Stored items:
'''
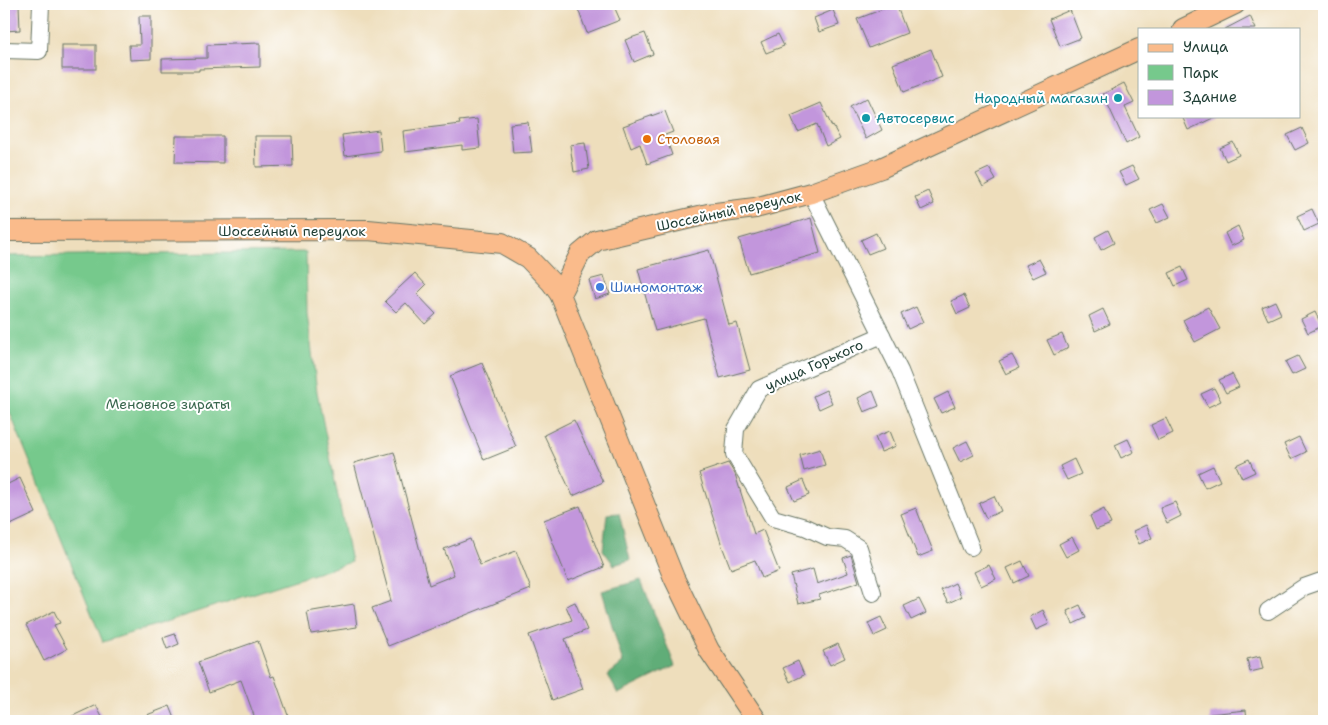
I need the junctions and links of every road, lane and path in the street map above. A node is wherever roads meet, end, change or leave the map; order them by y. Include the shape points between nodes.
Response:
1 (41, 4) edge
2 (1235, 4) edge
3 (1185, 28) edge
4 (4, 50) edge
5 (1138, 50) edge
6 (811, 193) junction
7 (4, 231) edge
8 (560, 294) junction
9 (882, 335) junction
10 (970, 547) dead end
11 (1324, 580) edge
12 (873, 593) dead end
13 (1268, 611) dead end
14 (757, 721) edge

1 - 4 street via 39,50
2 - 3 main road
5 - 6 main road, Шоссейный переулок via 881,168
6 - 8 main road, Шоссейный переулок via 755,208 708,214 597,240 580,254
6 - 9 street
7 - 8 main road, Шоссейный переулок via 368,230 502,243 528,258
8 - 14 main road, Шоссейный переулок via 674,578 709,650
9 - 10 street via 900,371
9 - 12 street, улица Горького via 759,389 736,428 734,454 773,518 845,540 859,548
11 - 13 street via 1304,587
'''
WHAT YOU NEED TO DO:
An exact, image-free transcription of all the records above is needed.

PROBLEM SOLUTION:
I need the junctions and links of every road, lane and path in the street map above. A node is wherever roads meet, end, change or leave the map; order them by y. Include the shape points between nodes.
Response:
1 (41, 4) edge
2 (1235, 4) edge
3 (1185, 28) edge
4 (4, 50) edge
5 (1138, 50) edge
6 (811, 193) junction
7 (4, 231) edge
8 (560, 294) junction
9 (882, 335) junction
10 (970, 547) dead end
11 (1324, 580) edge
12 (873, 593) dead end
13 (1268, 611) dead end
14 (757, 721) edge

1 - 4 street via 39,50
2 - 3 main road
5 - 6 main road, Шоссейный переулок via 881,168
6 - 8 main road, Шоссейный переулок via 755,208 708,214 597,240 580,254
6 - 9 street
7 - 8 main road, Шоссейный переулок via 368,230 502,243 528,258
8 - 14 main road, Шоссейный переулок via 674,578 709,650
9 - 10 street via 900,371
9 - 12 street, улица Горького via 759,389 736,428 734,454 773,518 845,540 859,548
11 - 13 street via 1304,587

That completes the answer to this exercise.